Mifepristona y misoprostol: régimen recomendado

Este recurso es para profesionales de salud. Si usted busca información de salud personal sobre el aborto con pastillas, visite esta página web: www.ipas.org/AbortoConPastillas

Fecha de la última revisión: 1 de octubre de 2022

Recomendación:

  • Una dosis de 200 mg de mifepristona por vía oral seguida 1 o 2 días después por una dosis de 800 mcg de misoprostol por vía bucal, sublingual o vaginal. Se puede repetir la dosis de misoprostol para lograr aborto completo.
  • Después de las primeras 9 semanas de gestación, el uso rutinario de por lo menos dos dosis de misoprostol, administradas entre 3 y 4 horas aparte, mejora las tasas de aborto completo.
  • El régimen combinado de mifepristona y misoprostol es eficaz y seguro, y tiene tasas de eficacia superiores al 95%, tasas de continuación del embarazo de aproximadamente un 2% y tasas de complicaciones del 1% al 3%.

En la práctica:

  • El régimen combinado de mifepristona y misoprostol es más eficaz que el misoprostol usado solo, y se recomienda para el aborto con medicamentos antes de 13 semanas de gestación; en lugares donde no se dispone de mifepristona, se puede utilizar el régimen de misoprostol solo.
  • Se puede administrar dosis adicionales de misoprostol si no han ocurrido sangrado, cólicos ni expulsión del producto del embarazo, y han pasado, como mínimo, 3 horas desde la dosis anterior de misoprostol.

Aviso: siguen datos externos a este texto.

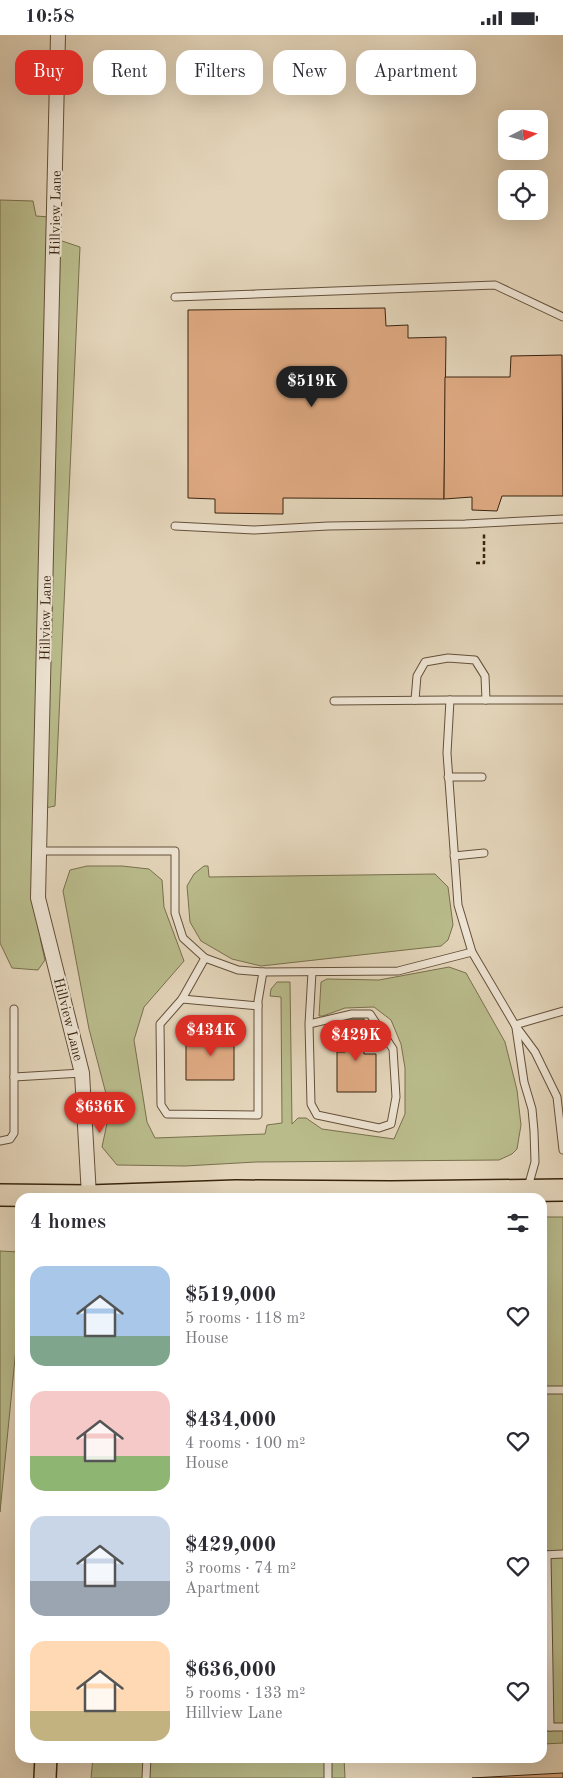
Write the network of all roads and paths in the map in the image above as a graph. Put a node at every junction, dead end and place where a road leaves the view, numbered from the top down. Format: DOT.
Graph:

Grado de la recomendación: fuerte

Calidad de la evidencia:

  • Hasta nueve semanas de gestación: alta
  • Entre 9 y 13 semanas de gestación: baja

Antecedentes

Eficacia del régimen de aborto con medicamentos se define como un aborto completo que no necesita ninguna otra intervención. Para inducir el aborto con medicamentos, se recomienda el régimen combinado de mifepristona y misoprostol ya que éste es más eficaz que el misoprostol solo (Abubeker et al., 2020; Blum et al., 2012; Kapp et al., 2019; Kulier at al., 2011; Ngoc et al., 2011; Raymond, Harrison y Weaver, 2019; Organización Mundial de la Salud [OMS], 2022). En lugares donde no se dispone de mifepristona, se puede utilizar el régimen de misoprostol solo.

Hasta las primeras nueve semanas de gestación (63 días desde la FUM)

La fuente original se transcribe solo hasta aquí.